We scheduled a Zoom call the next day. In our call she showed me a slide deck that outlined the pivot of their software to address COVID-19 and demonstrated the smartphone app that would be in beta in just a few days. Think of it as a Trusted Traveller program enabling automated risk screening and tracing for individuals and businesses. The software is similar in principle to the “health pass” applications being deployed in China in an attempt to mediate the return to socialization and commerce. However, unlike these highly invasive systems, their mobile app has privacy at its heart while still enabling AI-based clustering. Their app also differs in that it uses behavioural modelling rather than private health data to screen people.
Of course, Sophie also asked for help – assistance developing communications around this product and introductions to accelerate a local decision to support a pilot. They are seeking funding from the new Strategic Innovation Fund COVID stream for the testing and rollout.
Example 2
Steve’s email on Friday began like this:
“Hi Dennis and Paige,
I hope you and your families are all safe.
You and the team have already done a lot to help us. There is another thing that we could really use your help on.
Many companies are looking for government sources of funding to help them. We will look into these too, but we’d prefer to do something different if we can. We’d rather be even more entrepreneurial than before — we’re using this crisis to push ourselves harder to take on unique business partnerships that we normally would have thought about later.”
He then went on to talk about their main assets, wealth of IP, experience and ideas to participate with partners to enable ecommerce and enterprise point of sale in adjacent markets and new industries. But Steve’s pivot would be for medical companies that want help to solve the problem of how to stay in touch with their patients as a follow up over text/phone/email. He asked for our help with partner introductions.

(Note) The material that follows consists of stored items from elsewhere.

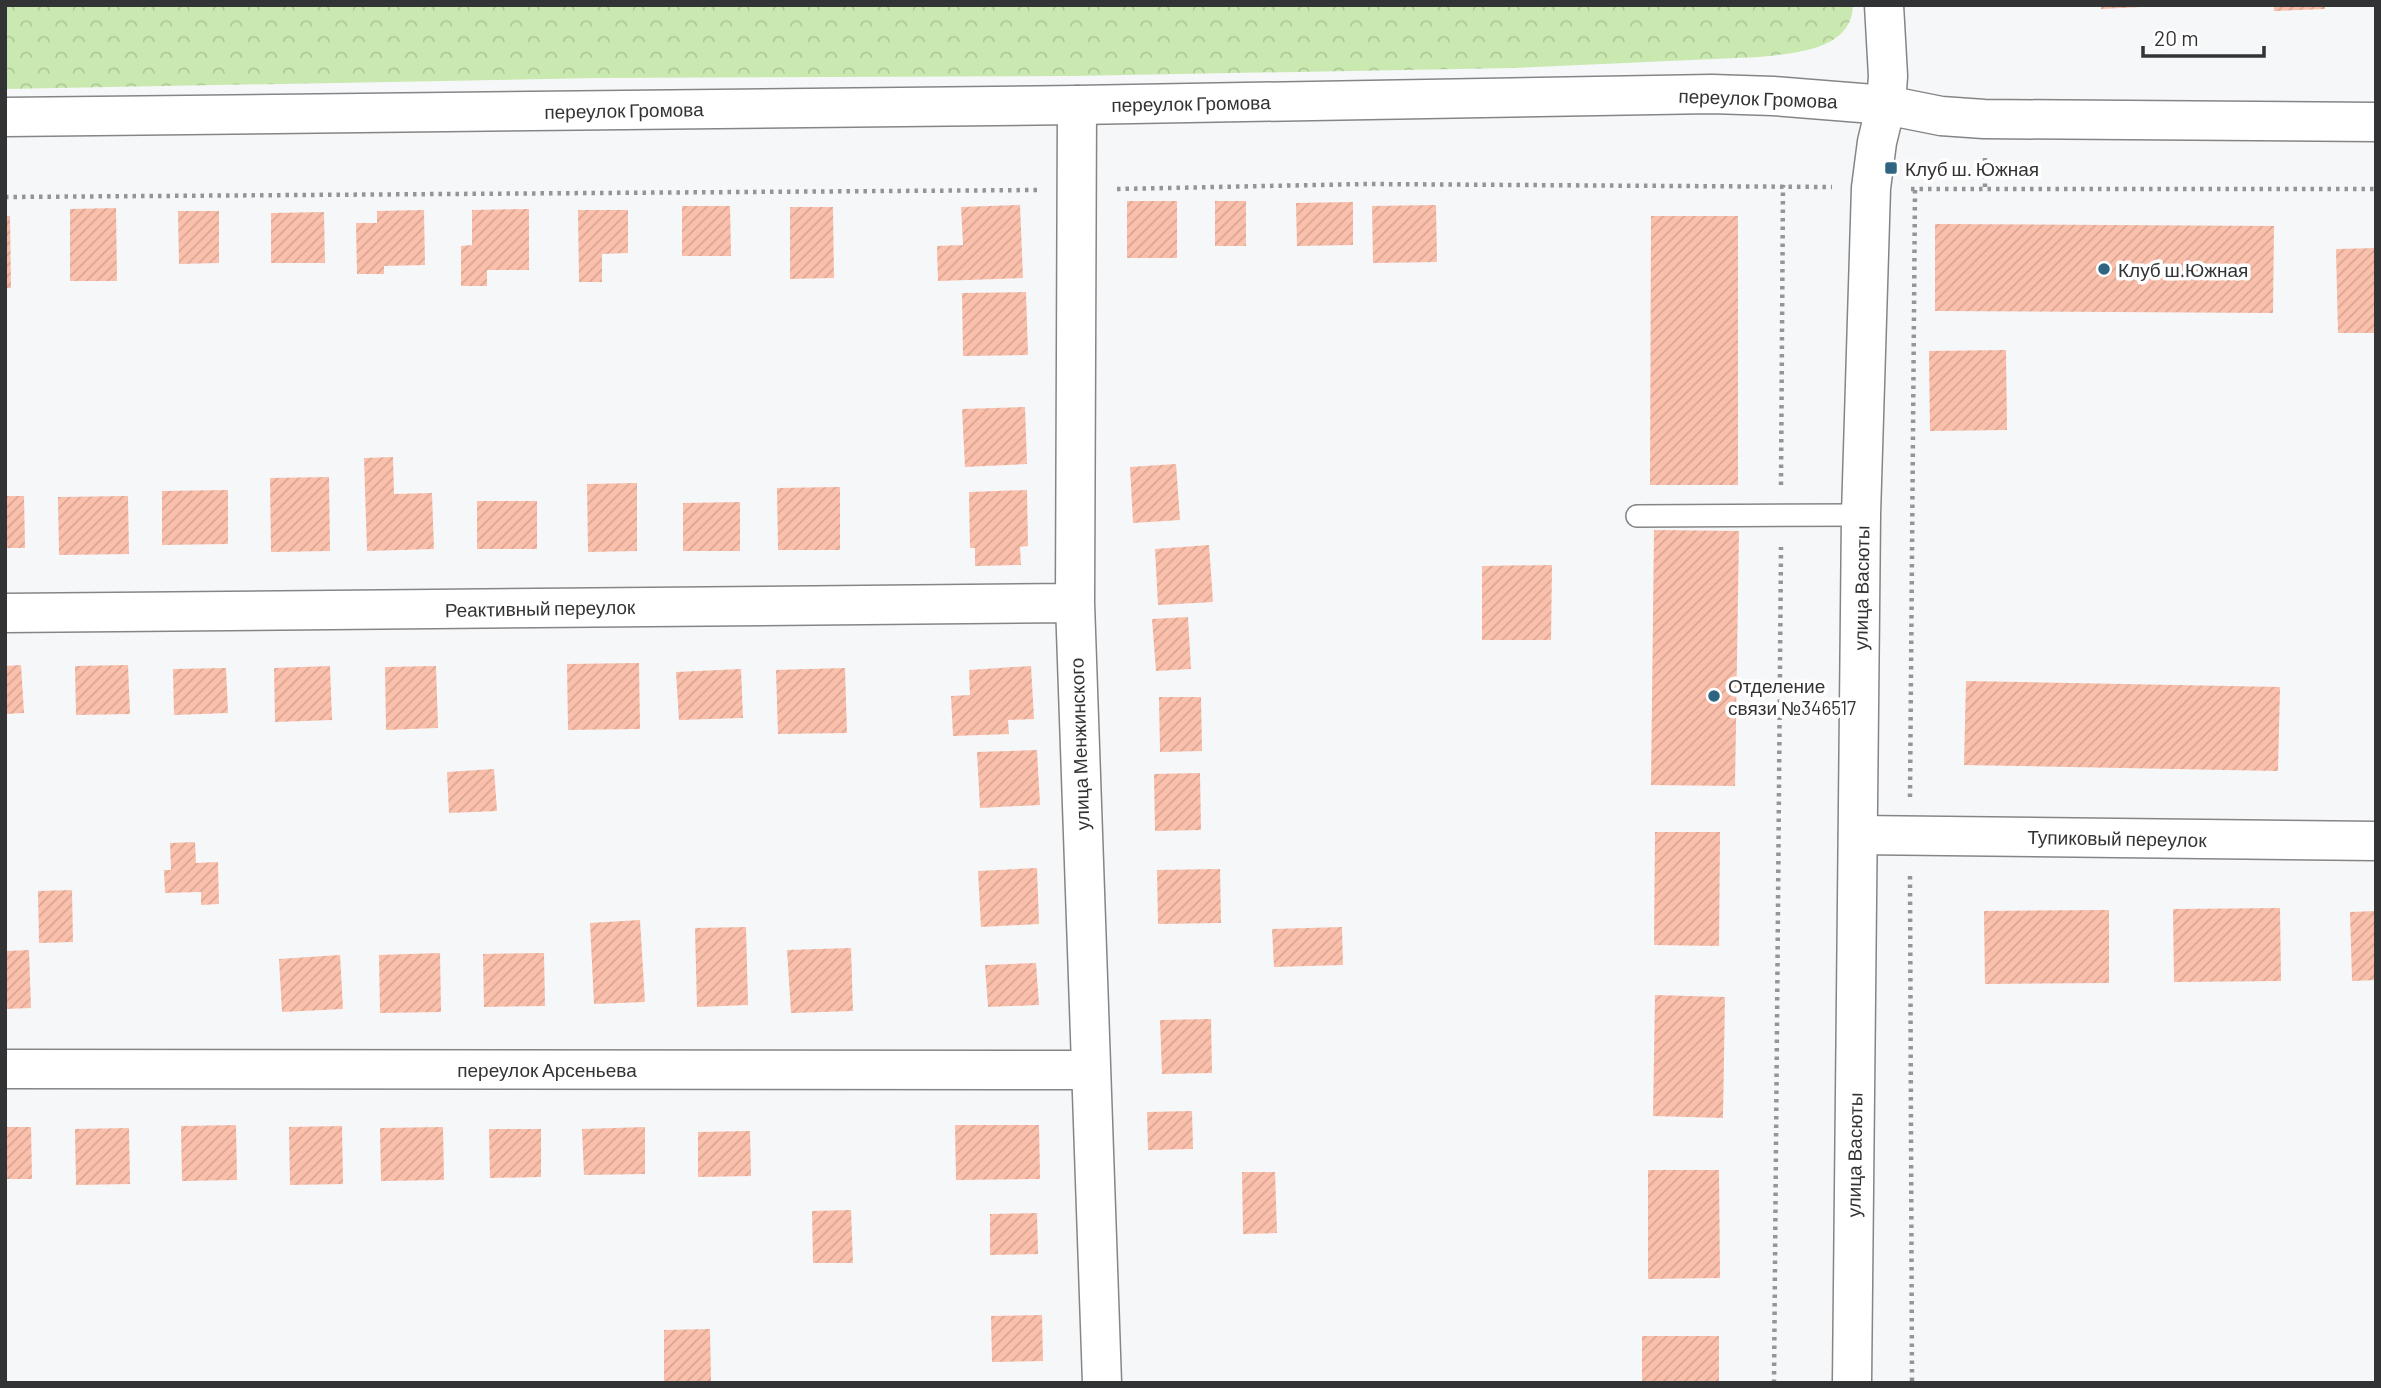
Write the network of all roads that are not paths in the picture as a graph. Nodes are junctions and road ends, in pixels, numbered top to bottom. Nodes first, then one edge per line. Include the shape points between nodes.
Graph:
1 (1884, 5) edge
2 (1077, 105) junction
3 (1886, 105) junction
4 (5, 117) edge
5 (2376, 122) edge
6 (1861, 515) junction
7 (1637, 516) dead end
8 (1075, 603) junction
9 (5, 613) edge
10 (1858, 835) junction
11 (2376, 841) edge
12 (5, 1069) edge
13 (1089, 1070) junction
14 (1102, 1383) edge
15 (1852, 1383) edge

1 - 3 street, улица Васюты
2 - 3 street, переулок Громова via 1712,94
2 - 4 street, переулок Громова
2 - 8 street, улица Менжинского
3 - 5 street, переулок Громова via 1984,119
3 - 6 street, улица Васюты via 1871,188
6 - 7 lane
6 - 10 street, улица Васюты
8 - 9 street, Реактивный переулок
8 - 13 street, улица Менжинского
10 - 11 street, Тупиковый переулок
10 - 15 street, улица Васюты
12 - 13 street, переулок Арсеньева
13 - 14 street, улица Менжинского

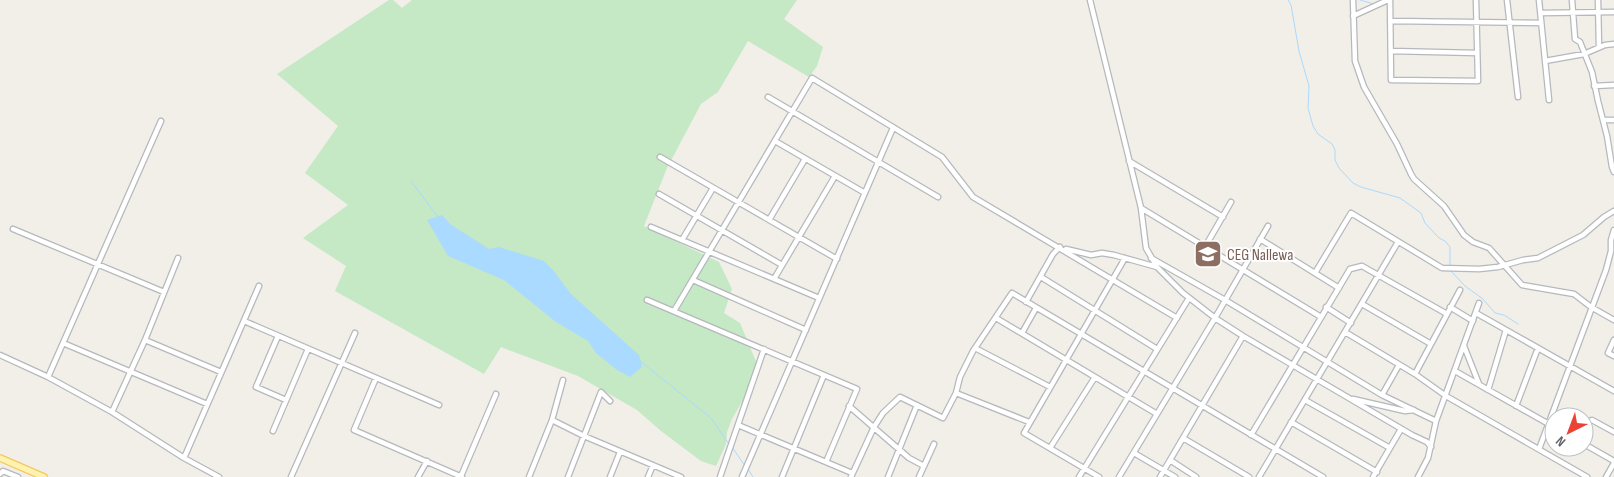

But what you also need to know is that Steve was the first CEO in my circle of relationships who made significant structuring changes and layoffs of 30% of their headcount. He and his team are serially successful founders and (very well) VC-backed.
For both of these founder-CEOs, we have already made introductions and will continue to lean in with them to assist them in making these transformations as successful as possible. If you, as a reader of this article, have ideas or contacts for them I would be delighted to make an introduction. I would also be delighted to hear your stories of how you are making the most of this moment.